◆ **WHAT NEEDS TO BE DONE**
Scan the data below and work out how many of its lines contain the word "North". Give only that number.

◆ **MATERIAL PROVIDED**

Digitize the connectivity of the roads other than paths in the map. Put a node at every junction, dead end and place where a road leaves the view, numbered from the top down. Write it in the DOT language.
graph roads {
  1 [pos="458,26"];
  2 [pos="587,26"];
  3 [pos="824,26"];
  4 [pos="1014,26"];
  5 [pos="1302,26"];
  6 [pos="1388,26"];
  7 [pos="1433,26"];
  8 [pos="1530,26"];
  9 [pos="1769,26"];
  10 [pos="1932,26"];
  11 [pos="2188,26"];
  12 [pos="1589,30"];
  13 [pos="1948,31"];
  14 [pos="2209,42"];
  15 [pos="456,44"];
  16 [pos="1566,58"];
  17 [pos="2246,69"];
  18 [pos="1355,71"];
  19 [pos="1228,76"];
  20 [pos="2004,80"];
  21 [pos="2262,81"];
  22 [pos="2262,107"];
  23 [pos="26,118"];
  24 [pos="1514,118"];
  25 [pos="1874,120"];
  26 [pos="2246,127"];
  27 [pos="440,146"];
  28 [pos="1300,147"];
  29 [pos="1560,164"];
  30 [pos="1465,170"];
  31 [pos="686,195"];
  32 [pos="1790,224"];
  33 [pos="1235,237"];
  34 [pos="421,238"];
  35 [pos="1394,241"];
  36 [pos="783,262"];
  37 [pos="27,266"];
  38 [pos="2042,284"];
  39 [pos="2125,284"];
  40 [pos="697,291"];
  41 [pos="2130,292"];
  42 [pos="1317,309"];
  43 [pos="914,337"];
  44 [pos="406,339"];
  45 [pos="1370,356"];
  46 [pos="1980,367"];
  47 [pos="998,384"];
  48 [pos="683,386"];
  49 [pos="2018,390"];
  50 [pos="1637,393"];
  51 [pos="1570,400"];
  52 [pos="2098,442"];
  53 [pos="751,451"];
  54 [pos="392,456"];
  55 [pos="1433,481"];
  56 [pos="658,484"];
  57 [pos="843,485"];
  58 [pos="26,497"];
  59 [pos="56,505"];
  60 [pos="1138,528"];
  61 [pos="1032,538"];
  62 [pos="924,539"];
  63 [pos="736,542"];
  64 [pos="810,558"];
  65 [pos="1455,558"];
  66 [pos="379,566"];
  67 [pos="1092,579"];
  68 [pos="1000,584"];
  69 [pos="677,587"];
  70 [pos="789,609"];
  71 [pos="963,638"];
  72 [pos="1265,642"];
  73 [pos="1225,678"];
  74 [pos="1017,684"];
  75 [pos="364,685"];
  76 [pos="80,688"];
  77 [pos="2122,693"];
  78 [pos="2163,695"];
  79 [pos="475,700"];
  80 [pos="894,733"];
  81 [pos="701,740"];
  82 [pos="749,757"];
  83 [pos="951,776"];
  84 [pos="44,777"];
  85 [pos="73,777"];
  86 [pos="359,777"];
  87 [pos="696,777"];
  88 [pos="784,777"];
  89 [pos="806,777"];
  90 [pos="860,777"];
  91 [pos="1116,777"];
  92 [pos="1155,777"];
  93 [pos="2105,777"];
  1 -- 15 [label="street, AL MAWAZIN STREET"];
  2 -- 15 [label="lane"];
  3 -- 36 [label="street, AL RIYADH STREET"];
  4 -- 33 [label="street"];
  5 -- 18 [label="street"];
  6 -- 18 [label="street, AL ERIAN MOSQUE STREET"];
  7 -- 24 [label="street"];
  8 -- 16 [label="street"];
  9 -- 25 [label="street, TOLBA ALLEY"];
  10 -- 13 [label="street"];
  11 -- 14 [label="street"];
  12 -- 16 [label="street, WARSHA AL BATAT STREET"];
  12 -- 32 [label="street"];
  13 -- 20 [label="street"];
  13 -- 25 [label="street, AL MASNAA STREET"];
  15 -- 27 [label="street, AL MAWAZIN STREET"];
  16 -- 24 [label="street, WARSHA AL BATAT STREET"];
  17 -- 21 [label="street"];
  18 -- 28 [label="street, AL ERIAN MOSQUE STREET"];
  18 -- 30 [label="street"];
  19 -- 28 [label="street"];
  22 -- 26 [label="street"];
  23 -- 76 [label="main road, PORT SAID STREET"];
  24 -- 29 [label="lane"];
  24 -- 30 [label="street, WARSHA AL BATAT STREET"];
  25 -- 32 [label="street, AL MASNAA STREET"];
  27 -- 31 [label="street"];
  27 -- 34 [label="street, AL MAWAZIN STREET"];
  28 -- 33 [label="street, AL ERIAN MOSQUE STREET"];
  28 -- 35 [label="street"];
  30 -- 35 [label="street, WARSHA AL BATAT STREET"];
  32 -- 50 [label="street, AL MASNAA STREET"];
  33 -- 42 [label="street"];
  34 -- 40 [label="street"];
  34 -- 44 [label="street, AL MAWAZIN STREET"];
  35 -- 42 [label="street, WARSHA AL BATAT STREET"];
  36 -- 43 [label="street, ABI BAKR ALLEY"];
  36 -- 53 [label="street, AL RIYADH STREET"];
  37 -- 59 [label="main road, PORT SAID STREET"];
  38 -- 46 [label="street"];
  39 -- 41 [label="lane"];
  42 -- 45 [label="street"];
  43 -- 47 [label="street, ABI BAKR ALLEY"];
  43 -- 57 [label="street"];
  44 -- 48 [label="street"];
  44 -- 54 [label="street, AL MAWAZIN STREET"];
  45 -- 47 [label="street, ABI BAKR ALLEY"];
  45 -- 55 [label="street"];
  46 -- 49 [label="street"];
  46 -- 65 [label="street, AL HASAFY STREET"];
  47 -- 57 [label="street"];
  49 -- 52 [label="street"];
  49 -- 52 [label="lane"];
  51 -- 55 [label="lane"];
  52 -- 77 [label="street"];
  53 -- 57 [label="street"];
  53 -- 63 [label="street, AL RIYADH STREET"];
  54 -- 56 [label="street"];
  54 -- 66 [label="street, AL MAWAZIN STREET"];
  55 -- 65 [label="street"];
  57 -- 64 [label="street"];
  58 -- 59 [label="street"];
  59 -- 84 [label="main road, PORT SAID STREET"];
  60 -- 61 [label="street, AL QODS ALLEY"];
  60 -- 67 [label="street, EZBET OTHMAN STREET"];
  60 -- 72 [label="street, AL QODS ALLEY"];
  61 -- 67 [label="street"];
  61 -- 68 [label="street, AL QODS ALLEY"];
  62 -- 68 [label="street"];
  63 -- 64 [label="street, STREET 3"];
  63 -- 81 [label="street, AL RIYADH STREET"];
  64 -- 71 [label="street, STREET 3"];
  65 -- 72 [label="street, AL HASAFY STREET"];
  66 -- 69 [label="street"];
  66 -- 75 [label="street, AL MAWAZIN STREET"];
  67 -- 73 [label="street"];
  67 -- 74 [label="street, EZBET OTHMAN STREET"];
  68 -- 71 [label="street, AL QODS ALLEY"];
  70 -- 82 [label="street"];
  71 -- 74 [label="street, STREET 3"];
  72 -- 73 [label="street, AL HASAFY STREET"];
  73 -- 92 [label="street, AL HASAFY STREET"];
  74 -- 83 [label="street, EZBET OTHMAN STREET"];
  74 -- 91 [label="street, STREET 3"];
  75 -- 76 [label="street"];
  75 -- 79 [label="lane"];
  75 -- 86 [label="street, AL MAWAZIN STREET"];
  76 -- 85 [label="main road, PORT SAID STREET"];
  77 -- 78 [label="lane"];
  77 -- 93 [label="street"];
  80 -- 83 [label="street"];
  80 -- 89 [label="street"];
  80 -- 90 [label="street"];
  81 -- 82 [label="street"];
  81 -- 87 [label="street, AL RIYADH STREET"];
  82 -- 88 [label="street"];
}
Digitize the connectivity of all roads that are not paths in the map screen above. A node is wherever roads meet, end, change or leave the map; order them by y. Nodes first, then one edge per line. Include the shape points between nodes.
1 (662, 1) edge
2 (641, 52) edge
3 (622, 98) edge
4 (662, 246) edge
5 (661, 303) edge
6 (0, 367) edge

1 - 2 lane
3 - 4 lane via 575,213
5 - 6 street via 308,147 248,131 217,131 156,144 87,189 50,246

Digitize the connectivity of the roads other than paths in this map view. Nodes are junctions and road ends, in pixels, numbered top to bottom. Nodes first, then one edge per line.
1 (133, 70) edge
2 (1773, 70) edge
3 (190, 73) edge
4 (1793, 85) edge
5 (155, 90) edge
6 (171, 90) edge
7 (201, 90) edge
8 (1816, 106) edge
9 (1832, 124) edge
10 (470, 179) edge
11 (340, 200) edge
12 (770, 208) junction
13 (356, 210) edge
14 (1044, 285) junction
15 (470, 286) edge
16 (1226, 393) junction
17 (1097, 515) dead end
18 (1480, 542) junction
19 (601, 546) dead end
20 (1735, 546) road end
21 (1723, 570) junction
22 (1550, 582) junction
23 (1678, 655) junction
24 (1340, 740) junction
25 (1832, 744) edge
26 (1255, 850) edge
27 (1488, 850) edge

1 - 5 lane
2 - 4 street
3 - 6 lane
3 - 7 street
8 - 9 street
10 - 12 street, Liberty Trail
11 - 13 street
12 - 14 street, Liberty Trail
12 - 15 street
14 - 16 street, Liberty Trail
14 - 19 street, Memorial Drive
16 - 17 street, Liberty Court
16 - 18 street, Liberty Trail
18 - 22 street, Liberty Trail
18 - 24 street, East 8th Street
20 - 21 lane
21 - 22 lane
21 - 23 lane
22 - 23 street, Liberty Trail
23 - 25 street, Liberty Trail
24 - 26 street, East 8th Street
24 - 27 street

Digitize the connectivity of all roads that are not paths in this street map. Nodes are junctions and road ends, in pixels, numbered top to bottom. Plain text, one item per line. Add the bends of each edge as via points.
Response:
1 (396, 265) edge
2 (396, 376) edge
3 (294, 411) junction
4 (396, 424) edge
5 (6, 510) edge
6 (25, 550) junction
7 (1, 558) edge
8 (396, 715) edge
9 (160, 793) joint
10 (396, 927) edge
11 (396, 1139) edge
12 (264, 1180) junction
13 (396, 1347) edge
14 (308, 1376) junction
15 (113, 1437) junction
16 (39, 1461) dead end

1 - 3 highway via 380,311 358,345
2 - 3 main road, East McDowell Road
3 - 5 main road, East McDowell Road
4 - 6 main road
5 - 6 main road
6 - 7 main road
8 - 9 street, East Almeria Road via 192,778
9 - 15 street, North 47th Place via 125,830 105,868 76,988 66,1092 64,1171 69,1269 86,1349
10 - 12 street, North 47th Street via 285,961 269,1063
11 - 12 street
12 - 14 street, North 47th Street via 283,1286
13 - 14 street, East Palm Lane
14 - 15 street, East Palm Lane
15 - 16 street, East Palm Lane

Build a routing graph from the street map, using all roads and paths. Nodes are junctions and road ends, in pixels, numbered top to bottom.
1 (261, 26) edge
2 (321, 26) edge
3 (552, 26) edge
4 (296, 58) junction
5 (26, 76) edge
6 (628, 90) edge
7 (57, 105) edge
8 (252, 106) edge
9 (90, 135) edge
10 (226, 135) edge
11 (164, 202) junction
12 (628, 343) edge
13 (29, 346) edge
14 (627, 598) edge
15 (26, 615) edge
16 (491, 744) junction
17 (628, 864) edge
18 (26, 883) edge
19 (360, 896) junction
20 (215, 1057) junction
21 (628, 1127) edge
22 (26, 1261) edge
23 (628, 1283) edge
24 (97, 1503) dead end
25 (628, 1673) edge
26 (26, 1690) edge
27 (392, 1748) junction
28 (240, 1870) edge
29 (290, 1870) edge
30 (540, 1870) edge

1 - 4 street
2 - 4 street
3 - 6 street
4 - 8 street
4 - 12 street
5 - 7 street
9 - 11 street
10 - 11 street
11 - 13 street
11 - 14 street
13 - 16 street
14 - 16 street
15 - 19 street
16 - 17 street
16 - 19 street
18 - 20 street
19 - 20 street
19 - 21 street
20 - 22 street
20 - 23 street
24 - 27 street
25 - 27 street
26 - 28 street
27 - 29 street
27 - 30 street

◆ **RESPONSE TO THE TASK**
3